- **Exercise details**
Write out each line from the data below that includes the word "Бегичева".

# # #

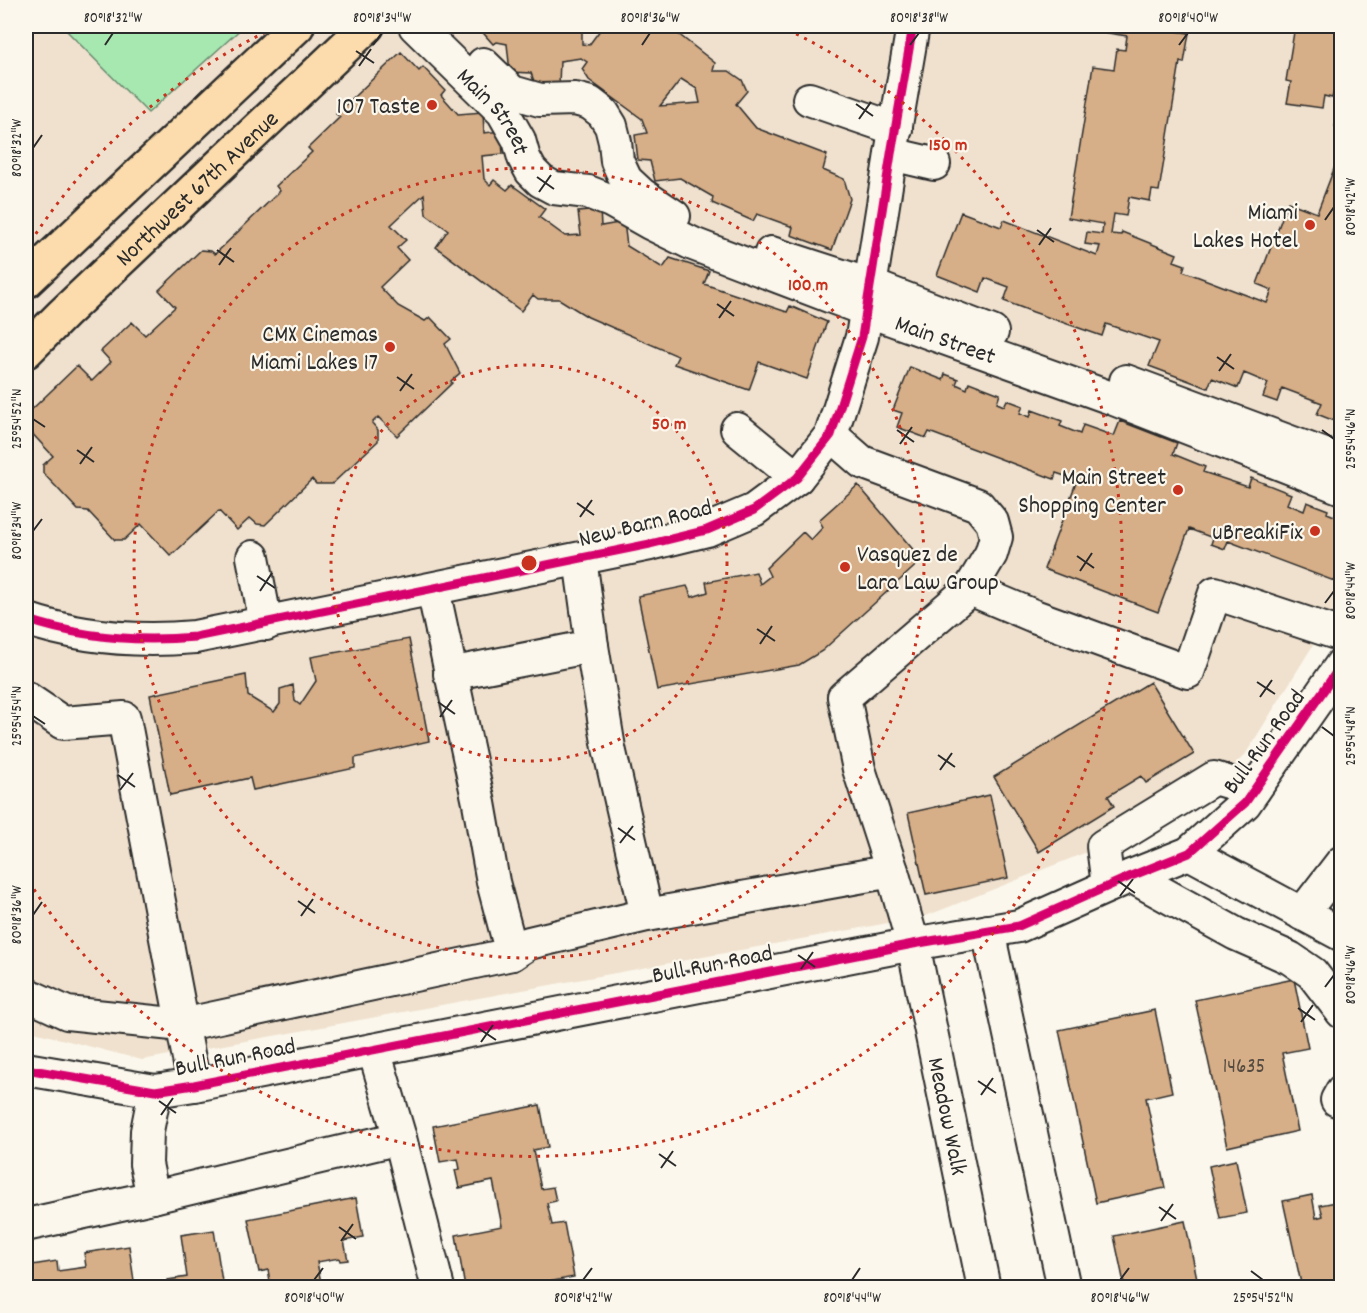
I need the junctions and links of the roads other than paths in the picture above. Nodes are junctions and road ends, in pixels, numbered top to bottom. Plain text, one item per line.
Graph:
1 (297, 26) edge
2 (367, 26) edge
3 (415, 26) edge
4 (446, 26) edge
5 (913, 26) edge
6 (808, 99) dead end
7 (893, 141) junction
8 (934, 164) dead end
9 (26, 280) edge
10 (868, 298) junction
11 (26, 351) edge
12 (737, 429) dead end
13 (831, 435) junction
14 (1341, 462) edge
15 (798, 477) junction
16 (1341, 488) edge
17 (253, 557) dead end
18 (580, 559) junction
19 (970, 589) junction
20 (433, 590) junction
21 (26, 621) edge
22 (266, 624) junction
23 (1341, 634) edge
24 (592, 646) junction
25 (1341, 664) edge
26 (450, 674) junction
27 (26, 698) edge
28 (1254, 790) junction
29 (1189, 854) junction
30 (1341, 862) edge
31 (892, 871) junction
32 (1120, 881) junction
33 (1302, 914) junction
34 (647, 915) junction
35 (988, 931) junction
36 (1341, 935) edge
37 (913, 944) junction
38 (512, 954) junction
39 (26, 994) edge
40 (1341, 1012) edge
41 (182, 1025) junction
42 (374, 1050) junction
43 (26, 1069) edge
44 (194, 1085) junction
45 (155, 1091) junction
46 (400, 1138) junction
47 (153, 1197) junction
48 (26, 1225) edge
49 (438, 1287) edge
50 (984, 1287) edge
51 (1064, 1287) edge

1 - 9 main road, Northwest 67th Avenue
2 - 11 main road, Northwest 67th Avenue
3 - 10 street, Main Street
4 - 10 street, Main Street
5 - 7 street, New Barn Road
6 - 7 street
7 - 8 street
7 - 10 street, New Barn Road
10 - 13 street, New Barn Road
10 - 14 street, Main Street
10 - 16 street, Main Street
12 - 15 street
13 - 15 street, New Barn Road
13 - 19 street
15 - 18 street, New Barn Road
17 - 22 street
18 - 20 street, New Barn Road
18 - 24 street
19 - 23 street
19 - 31 street, Meadow Walk
20 - 22 street, New Barn Road
20 - 26 street
21 - 22 street, New Barn Road
24 - 26 street
24 - 34 street
25 - 28 street, Bull Run Road
26 - 38 street
27 - 41 street
28 - 29 street, Bull Run Road
28 - 32 street
29 - 32 street, Bull Run Road
29 - 33 street
30 - 33 street
31 - 34 street
31 - 37 street, Meadow Walk
32 - 35 street, Bull Run Road
32 - 40 street
33 - 36 street
34 - 38 street
35 - 37 street, Bull Run Road
35 - 51 street
37 - 42 street, Bull Run Road
37 - 50 street, Meadow Walk
38 - 41 street
39 - 41 street
41 - 44 street
42 - 44 street, Bull Run Road
42 - 46 street
43 - 45 street, Bull Run Road
44 - 45 street, Bull Run Road
45 - 47 street
46 - 47 street
46 - 49 street
47 - 48 street

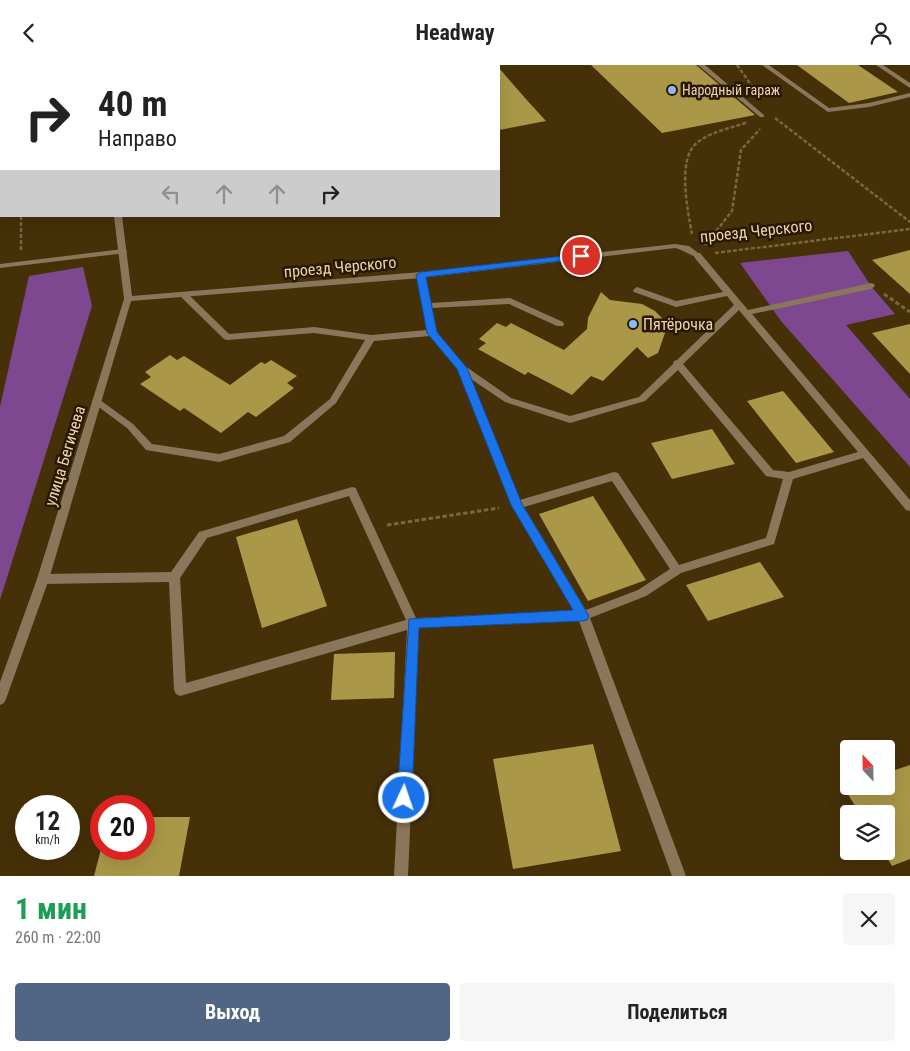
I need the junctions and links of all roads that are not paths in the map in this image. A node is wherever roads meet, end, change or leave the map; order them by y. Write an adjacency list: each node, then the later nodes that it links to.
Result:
1 (702, 65): 6 (street)
2 (764, 65): 5 (street)
3 (879, 65): 4 (street)
4 (910, 85)
5 (910, 95)
6 (762, 116)
7 (118, 217): 8 (street, улица Бегичева)
8 (123, 251): 9 (street); 15 (street, улица Бегичева)
9 (0, 266)
10 (421, 275): 13 (street, проезд Черского); 14 (street, проезд Черского); 17 (street)
11 (870, 286): 18 (street)
12 (637, 290): 13 (street)
13 (729, 293): 16 (street)
14 (184, 295): 15 (street, проезд Черского); 21 (street)
15 (128, 299): 24 (street, улица Бегичева)
16 (739, 305): 18 (street); 22 (street)
17 (427, 306): 19 (street); 20 (street)
18 (746, 313): 25 (street)
19 (560, 324)
20 (432, 333): 21 (street); 23 (street)
21 (371, 338): 24 (street)
22 (677, 363): 23 (street); 26 (street)
23 (462, 368): 27 (street)
24 (97, 402): 31 (street, улица Бегичева)
25 (865, 454): 26 (street); 28 (street)
26 (788, 476): 29 (street)
27 (517, 505): 29 (street); 32 (street)
28 (910, 507)
29 (677, 570): 32 (street)
30 (174, 577): 31 (street); 33 (street); 33 (street)
31 (43, 579): 34 (street, улица Бегичева)
32 (583, 616): 33 (street); 36 (street)
33 (413, 623): 35 (street)
34 (0, 699)
35 (401, 876)
36 (679, 876)

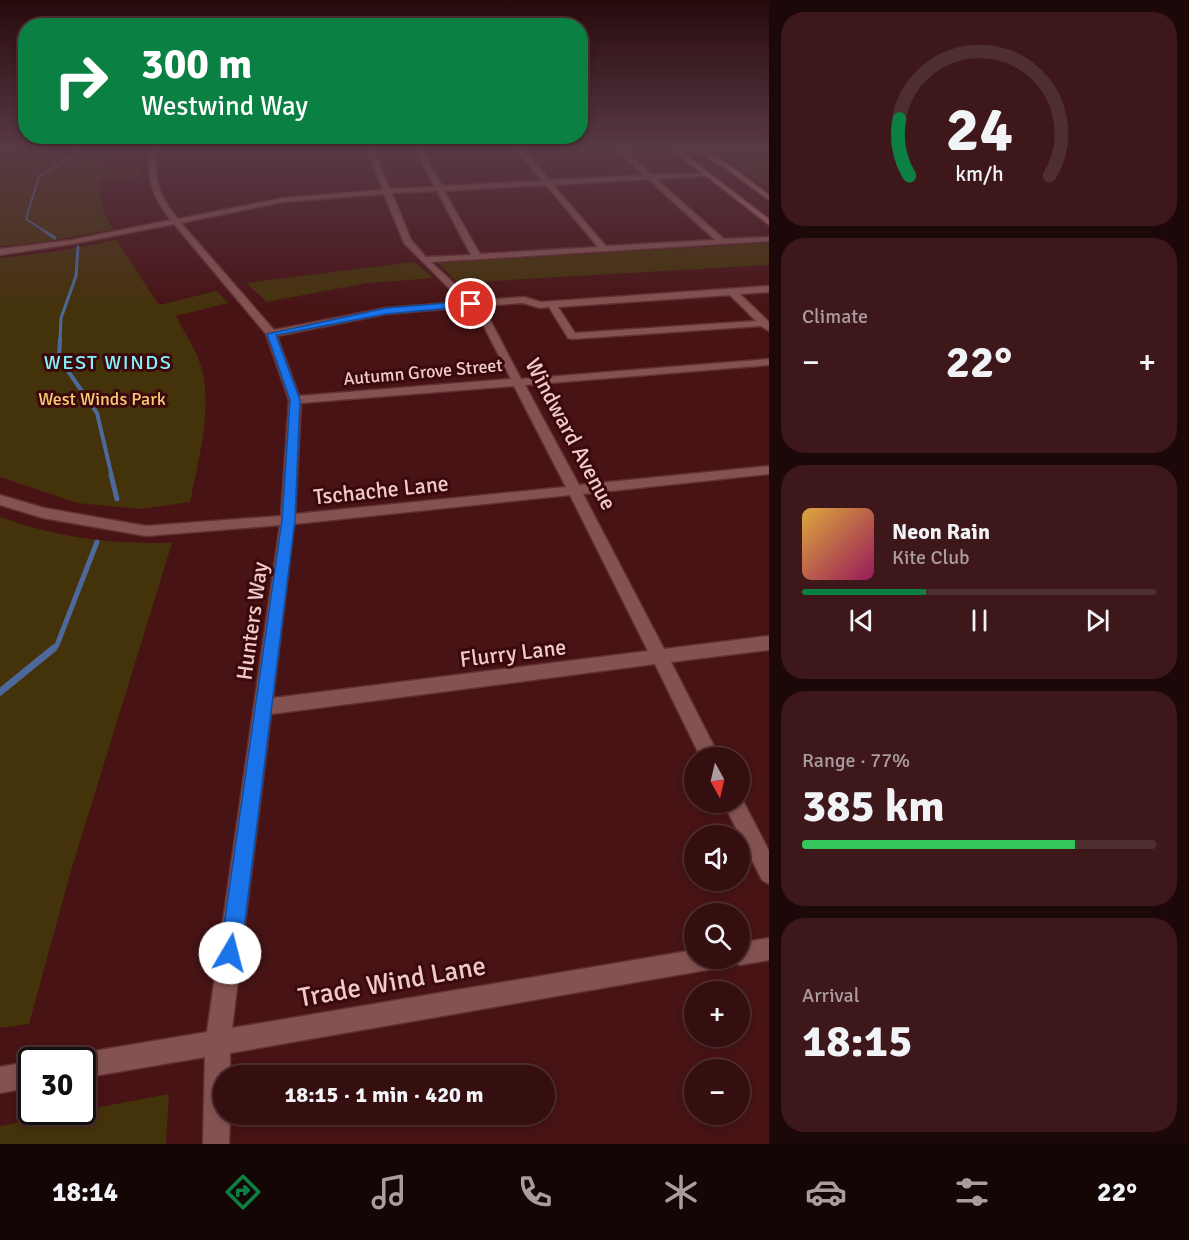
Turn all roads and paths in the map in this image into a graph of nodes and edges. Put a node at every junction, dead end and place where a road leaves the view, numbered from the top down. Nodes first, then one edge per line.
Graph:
1 (161, 202) edge
2 (271, 202) edge
3 (391, 202) edge
4 (446, 202) edge
5 (564, 202) edge
6 (679, 202) edge
7 (742, 202) edge
8 (175, 221) junction
9 (769, 223) edge
10 (769, 239) edge
11 (722, 242) junction
12 (604, 249) junction
13 (0, 252) edge
14 (477, 257) junction
15 (424, 260) junction
16 (769, 289) edge
17 (732, 292) junction
18 (471, 304) junction
19 (552, 304) junction
20 (766, 326) edge
21 (271, 334) junction
22 (769, 362) edge
23 (516, 382) junction
24 (295, 400) junction
25 (769, 470) edge
26 (575, 491) junction
27 (0, 500) edge
28 (288, 520) junction
29 (769, 643) edge
30 (660, 657) junction
31 (263, 707) junction
32 (705, 747) edge
33 (739, 813) edge
34 (769, 873) edge
35 (769, 949) edge
36 (750, 952) edge
37 (684, 963) edge
38 (218, 1042) junction
39 (96, 1064) edge
40 (18, 1077) edge
41 (0, 1080) edge
42 (216, 1144) edge

1 - 8 street, Hunters Way
2 - 8 street
3 - 15 street, Windward Avenue
4 - 14 street
5 - 12 street
6 - 11 street
7 - 9 main road
8 - 13 street
8 - 21 street, Hunters Way
10 - 11 street
11 - 12 street
12 - 14 street
14 - 15 street
15 - 18 street, Windward Avenue
16 - 17 street
17 - 19 street
17 - 20 street
18 - 19 street
18 - 21 street
18 - 23 street, Windward Avenue
19 - 20 street
21 - 24 street, Hunters Way
22 - 23 street, Autumn Grove Street
23 - 24 street, Autumn Grove Street
23 - 26 street, Windward Avenue
24 - 28 street, Hunters Way
25 - 26 street, Tschache Lane
26 - 28 street, Tschache Lane
26 - 30 street, Windward Avenue
27 - 28 street, Tschache Lane
28 - 31 street, Hunters Way
29 - 30 street, Flurry Lane
30 - 31 street, Flurry Lane
30 - 32 street, Windward Avenue
31 - 38 street, Hunters Way
33 - 34 street
35 - 36 street
37 - 38 street, Trade Wind Lane
38 - 39 street, Trade Wind Lane
38 - 42 street, Hunters Way
40 - 41 street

# # #

- **Exercise answer**
7 (118, 217): 8 (street, улица Бегичева)
8 (123, 251): 9 (street); 15 (street, улица Бегичева)
15 (128, 299): 24 (street, улица Бегичева)
24 (97, 402): 31 (street, улица Бегичева)
31 (43, 579): 34 (street, улица Бегичева)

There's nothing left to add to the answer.